### TO DO
Given the listing below, write out exactly the lines starting with the line that has "exch dup neg" and going on through the line that has "gsave x y translate w h scale", both kept.

### MATERIAL FOR THE TASK
%%

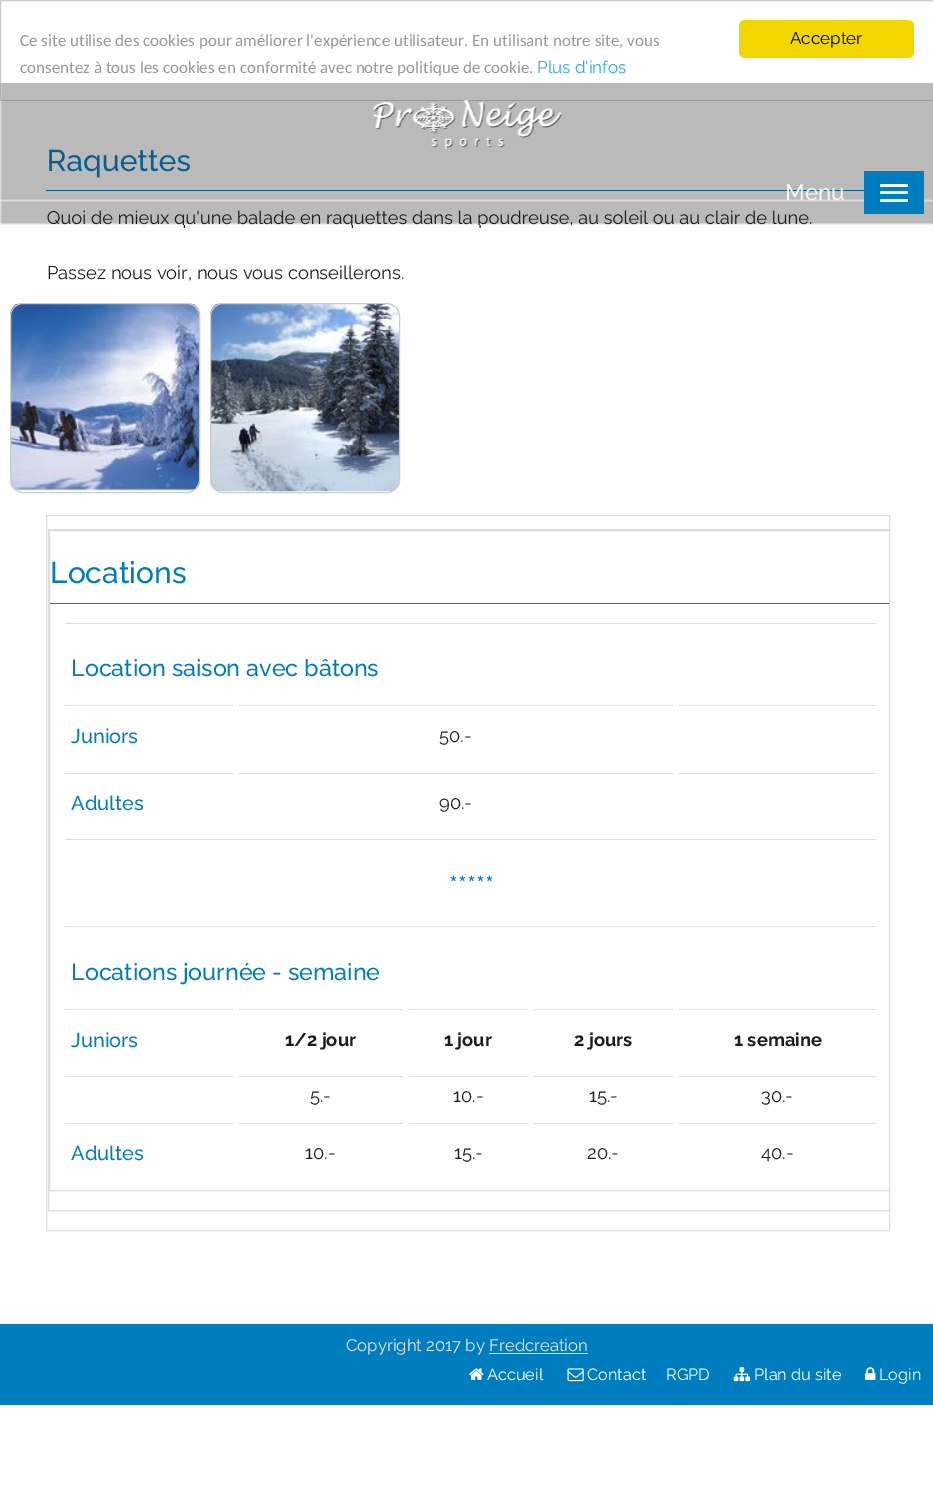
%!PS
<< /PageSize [933 1487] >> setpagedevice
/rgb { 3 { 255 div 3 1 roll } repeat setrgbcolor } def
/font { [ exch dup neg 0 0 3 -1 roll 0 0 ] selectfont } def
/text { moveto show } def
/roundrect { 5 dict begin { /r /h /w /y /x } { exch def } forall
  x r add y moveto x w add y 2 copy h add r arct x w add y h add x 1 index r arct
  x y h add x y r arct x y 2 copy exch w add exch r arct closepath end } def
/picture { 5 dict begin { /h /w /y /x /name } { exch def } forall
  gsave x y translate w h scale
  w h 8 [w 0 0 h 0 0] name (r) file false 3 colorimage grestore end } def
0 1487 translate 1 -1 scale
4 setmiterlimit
255 255 255 rgb
0 0 933 1487 rectfill
204 204 204 rgb
0.5 0.5 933 100 rectstroke
241 214 0 rgb
739 20 175 38 6 roundrect fill
0 125 191 rgb
46 190 818 1 rectfill
(img_01.rgb) 10 303 190 189 picture
204 204 204 rgb
10.5 303.5 189 189 12.5 roundrect stroke
(img_02.rgb) 210 303 190 189 picture
210.5 303.5 189 189 12.5 roundrect stroke
221 221 221 rgb
46.5 515.5 843 715 rectstroke
gsave
48 516 841 714 rectclip
48.5 529.5 842 681 rectstroke
grestore
gsave
49 530 840 680 rectclip
49.5 530.5 843 660 rectstroke
grestore
0 125 191 rgb
50 603 839 1 rectfill
221 221 221 rgb
65 623 811 1 rectfill
679 705 197 1 rectfill
65 705 168 1 rectfill
239 705 434 1 rectfill
679 773 197 1 rectfill
65 773 168 1 rectfill
239 773 434 1 rectfill
65 839 811 1 rectfill
65 926 811 1 rectfill
65 1009 168 1 rectfill
239 1009 164 1 rectfill
409 1009 119 1 rectfill
534 1009 139 1 rectfill
679 1009 197 1 rectfill
65 1076 168 1 rectfill
239 1076 164 1 rectfill
409 1076 119 1 rectfill
534 1076 139 1 rectfill
679 1076 197 1 rectfill
65 1123 168 1 rectfill
239 1123 164 1 rectfill
409 1123 119 1 rectfill
534 1123 139 1 rectfill
679 1123 197 1 rectfill
0 125 191 rgb
0 1324 933 81 rectfill
232 232 232 rgb
489 1353 99 1 rectfill
(img_05.rgb) 469 1368 15 12 picture
(img_06.rgb) 567 1368 17 14 picture
(img_07.rgb) 733 1367 17 15 picture
(img_08.rgb) 865 1367 11 13 picture
/Carlito-Regular 17 font
153 153 153 rgb
(Ce site utilise des cookies pour améliorer l'expérience utilisateur. En utilisant notre site, vous) 20 46 text
(consentez à tous les cookies en conformité avec notre politique de cookie.) 20 73 text
/Raleway-Regular 17 font
49 168 240 rgb
(Plus d'infos) 537 73 text
0 0 0 rgb
(Accepter) 790 44 text
/Raleway-Medium 30 font
0 125 191 rgb
(Raquettes) 47 171 text
/Raleway-Regular 18.35 font
28 28 28 rgb
(Quoi de mieux qu'une balade en raquettes dans la poudreuse, au soleil ou au clair de lune.) 47 224 text
(Passez nous voir, nous vous conseillerons.) 47 279 text
/Raleway-Medium 30 font
0 125 191 rgb
(Locations) 50 583 text
/Raleway-Medium 23.3 font
(Location saison avec bâtons) 71 676 text
/Raleway-Medium 20 font
(Juniors) 71 743 text
/Raleway-Regular 18.35 font
28 28 28 rgb
(50.-) 439 742 text
/Raleway-Medium 20 font
0 125 191 rgb
(Adultes) 71 810 text
/Raleway-Regular 18.35 font
28 28 28 rgb
(90.-) 439 809 text
/Raleway-Medium 27 font
0 125 191 rgb
(*****) 449 895 text
/Raleway-Medium 23.3 font
(Locations journée - semaine) 71 980 text
/Raleway-Medium 20 font
(Juniors) 71 1047 text
/Raleway-Bold 18.35 font
28 28 28 rgb
(1/2 jour) 285 1046 text
(1 jour) 444 1046 text
(2 jours) 574 1046 text
(1 semaine) 734 1046 text
/Raleway-Regular 18.35 font
(5.-) 310 1102 text
(10.-) 453 1102 text
(15.-) 589 1102 text
(30.-) 761 1102 text
/Raleway-Medium 20 font
0 125 191 rgb
(Adultes) 71 1160 text
/Raleway-Regular 18.35 font
28 28 28 rgb
(10.-) 305 1159 text
(15.-) 454 1159 text
(20.-) 587 1159 text
(40.-) 761 1159 text
(img_03.rgb) 0 83 933 142 picture
(img_04.rgb) 373 100 189 49 picture
/Raleway-Medium 22.5 font
245 245 245 rgb
(Menu) 785 200 text
0 125 191 rgb
864 171 60 43 rectfill
245 245 245 rgb
880 184 28 3 1.5 roundrect fill
880 191 28 3 1.5 roundrect fill
880 199 28 3 1.5 roundrect fill
/Raleway-Regular 16.7 font
232 232 232 rgb
(Copyright 2017 by Fredcreation) 346 1351 text
/Raleway-Regular 16.25 font
255 255 255 rgb
(Accueil) 487 1380 text
(Contact) 587 1380 text
(RGPD) 666 1380 text
(Plan du site) 754 1380 text
(Login) 879 1380 text
showpage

%%

### EXERCISE SOLUTION
/font { [ exch dup neg 0 0 3 -1 roll 0 0 ] selectfont } def
/text { moveto show } def
/roundrect { 5 dict begin { /r /h /w /y /x } { exch def } forall
  x r add y moveto x w add y 2 copy h add r arct x w add y h add x 1 index r arct
  x y h add x y r arct x y 2 copy exch w add exch r arct closepath end } def
/picture { 5 dict begin { /h /w /y /x /name } { exch def } forall
  gsave x y translate w h scale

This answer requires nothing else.